The chemicals identified as potentially harmful in several areas included:

  • sulphur dioxide
  • paraquat (weedkiller)
  • phthalates (substances that soften plastic and are in some cosmetics)
  • titanium dioxide (used in sunscreen and as a whitener)
  • copper
  • iron
  • nickel

How did the researchers interpret the results?

The researchers concluded that further research is needed to investigate the effect of a combination of low doses of chemicals to see if their theory is correct. They say that this is a new way of looking at the causes of cancer and should be incorporated in the WHO International Programme on Chemical Safety, rather than looking at exposure to chemicals individually. The researchers say that there results have been compiled as a starting point for future research into mixtures of chemical exposure.
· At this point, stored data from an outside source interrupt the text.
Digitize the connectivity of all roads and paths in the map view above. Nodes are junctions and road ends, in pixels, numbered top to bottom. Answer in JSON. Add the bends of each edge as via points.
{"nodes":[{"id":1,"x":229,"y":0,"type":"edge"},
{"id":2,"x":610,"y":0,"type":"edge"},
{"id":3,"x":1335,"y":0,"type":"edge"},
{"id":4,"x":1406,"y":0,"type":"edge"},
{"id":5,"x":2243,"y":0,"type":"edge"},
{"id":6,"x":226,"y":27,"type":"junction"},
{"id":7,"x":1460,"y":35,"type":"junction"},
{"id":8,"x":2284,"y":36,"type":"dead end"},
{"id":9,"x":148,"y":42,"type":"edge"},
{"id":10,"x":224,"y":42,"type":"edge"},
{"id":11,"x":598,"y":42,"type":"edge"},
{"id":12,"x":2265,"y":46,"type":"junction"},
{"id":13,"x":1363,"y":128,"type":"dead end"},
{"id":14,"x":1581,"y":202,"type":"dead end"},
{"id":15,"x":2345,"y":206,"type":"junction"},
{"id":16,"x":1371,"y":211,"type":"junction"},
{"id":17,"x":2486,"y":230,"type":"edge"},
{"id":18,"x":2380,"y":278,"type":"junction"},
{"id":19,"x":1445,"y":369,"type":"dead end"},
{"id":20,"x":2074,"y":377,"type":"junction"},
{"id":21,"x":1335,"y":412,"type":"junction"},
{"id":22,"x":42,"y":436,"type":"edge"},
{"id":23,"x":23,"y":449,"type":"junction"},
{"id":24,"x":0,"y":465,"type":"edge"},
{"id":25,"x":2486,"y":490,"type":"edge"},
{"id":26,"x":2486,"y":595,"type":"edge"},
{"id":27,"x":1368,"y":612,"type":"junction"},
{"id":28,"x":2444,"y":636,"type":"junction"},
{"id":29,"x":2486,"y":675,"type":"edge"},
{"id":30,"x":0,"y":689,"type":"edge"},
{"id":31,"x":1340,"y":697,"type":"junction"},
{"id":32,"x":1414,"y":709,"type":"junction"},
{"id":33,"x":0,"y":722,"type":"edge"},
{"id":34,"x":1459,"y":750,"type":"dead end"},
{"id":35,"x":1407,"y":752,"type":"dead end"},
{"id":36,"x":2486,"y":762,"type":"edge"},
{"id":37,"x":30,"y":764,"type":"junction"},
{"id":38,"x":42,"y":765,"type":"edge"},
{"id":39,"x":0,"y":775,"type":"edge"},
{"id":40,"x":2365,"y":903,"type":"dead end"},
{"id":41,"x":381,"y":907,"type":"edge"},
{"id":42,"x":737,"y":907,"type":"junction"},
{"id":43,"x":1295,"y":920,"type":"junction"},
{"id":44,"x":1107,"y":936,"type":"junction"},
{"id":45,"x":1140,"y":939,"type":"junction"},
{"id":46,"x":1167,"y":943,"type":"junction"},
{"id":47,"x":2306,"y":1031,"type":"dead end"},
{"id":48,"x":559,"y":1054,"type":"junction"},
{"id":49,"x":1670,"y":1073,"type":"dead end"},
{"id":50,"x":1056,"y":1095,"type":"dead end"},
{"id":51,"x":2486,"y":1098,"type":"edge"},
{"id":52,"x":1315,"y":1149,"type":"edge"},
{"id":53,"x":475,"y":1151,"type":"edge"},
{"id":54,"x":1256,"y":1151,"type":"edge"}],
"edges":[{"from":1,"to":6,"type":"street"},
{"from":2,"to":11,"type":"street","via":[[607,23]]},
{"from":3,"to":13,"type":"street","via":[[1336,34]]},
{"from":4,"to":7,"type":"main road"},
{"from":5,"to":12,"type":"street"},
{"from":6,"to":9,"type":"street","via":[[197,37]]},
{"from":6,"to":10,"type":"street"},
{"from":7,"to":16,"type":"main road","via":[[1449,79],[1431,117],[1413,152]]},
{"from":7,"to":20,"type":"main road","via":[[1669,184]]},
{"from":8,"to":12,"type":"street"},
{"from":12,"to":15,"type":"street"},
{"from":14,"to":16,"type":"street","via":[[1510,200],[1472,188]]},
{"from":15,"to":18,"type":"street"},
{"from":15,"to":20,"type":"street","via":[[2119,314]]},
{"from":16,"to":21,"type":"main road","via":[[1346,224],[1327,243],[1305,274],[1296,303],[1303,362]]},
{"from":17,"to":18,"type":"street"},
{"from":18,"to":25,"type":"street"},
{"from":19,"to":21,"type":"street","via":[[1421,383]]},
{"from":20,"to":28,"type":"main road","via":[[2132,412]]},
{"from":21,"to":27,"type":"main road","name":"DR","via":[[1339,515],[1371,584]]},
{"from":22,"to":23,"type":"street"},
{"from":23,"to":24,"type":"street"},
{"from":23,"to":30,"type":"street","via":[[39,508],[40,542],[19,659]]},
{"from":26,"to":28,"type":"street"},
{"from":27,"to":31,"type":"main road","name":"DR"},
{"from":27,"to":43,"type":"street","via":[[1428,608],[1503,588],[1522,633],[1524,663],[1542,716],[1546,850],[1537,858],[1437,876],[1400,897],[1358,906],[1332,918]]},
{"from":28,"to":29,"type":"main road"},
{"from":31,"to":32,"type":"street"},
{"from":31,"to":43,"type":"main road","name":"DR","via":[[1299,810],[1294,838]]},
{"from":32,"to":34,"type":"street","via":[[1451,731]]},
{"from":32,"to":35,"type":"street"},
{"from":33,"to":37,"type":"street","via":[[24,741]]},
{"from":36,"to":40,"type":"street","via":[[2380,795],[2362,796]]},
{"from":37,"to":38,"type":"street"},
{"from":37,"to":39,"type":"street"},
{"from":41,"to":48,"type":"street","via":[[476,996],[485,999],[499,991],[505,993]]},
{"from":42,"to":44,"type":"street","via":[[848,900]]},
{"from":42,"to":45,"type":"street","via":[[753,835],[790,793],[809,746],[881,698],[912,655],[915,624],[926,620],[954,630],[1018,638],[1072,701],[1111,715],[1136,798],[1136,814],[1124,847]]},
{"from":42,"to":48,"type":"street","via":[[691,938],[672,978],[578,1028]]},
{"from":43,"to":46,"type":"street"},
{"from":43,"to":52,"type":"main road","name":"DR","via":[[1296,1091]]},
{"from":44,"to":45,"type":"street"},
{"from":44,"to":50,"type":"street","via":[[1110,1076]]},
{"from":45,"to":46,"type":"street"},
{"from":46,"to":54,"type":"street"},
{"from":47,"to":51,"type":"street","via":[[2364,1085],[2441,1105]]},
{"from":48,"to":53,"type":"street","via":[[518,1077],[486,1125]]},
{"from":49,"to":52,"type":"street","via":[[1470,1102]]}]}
This systematic review has identified 85 chemicals that are found in the environment that have the potential to affect different stages in the development of cancer. The researchers say that this is intended to be a starting point so that future research can look at what effect these chemicals may have when there is exposure to more than one. This is a new approach to understanding the risk that various chemicals may have.

The study has not found that these chemicals cause cancer, but rather that they have the potential to make changes to cells which would then create particular characteristics of cancer such as increased uncontrolled cell growth.

The researchers acknowledge that the development of cancer is complex and that it is caused by a combination of genetic susceptibility, environmental factors and exposures to toxins such as through smoking. They hope that this research can pave the way for further understanding of how these factors combine.

A limitation of this study is that it was reliant on previous research and available literature. Many of the studies only provided short-term toxicity data and not long-term exposure to the chemicals. The study types were also of varying quality.

This study will be of importance to regulators when considering how to assess the toxicity of chemicals and whether this needs to be done in combination rather than just individually.

From what we know the most effective methods of reducing your risk of cancer are regular exercise, a healthy diet with no more than 70g of red meat a day, quit smoking if you smokeprotect your skin from the sun and don’t drink too much alcohol.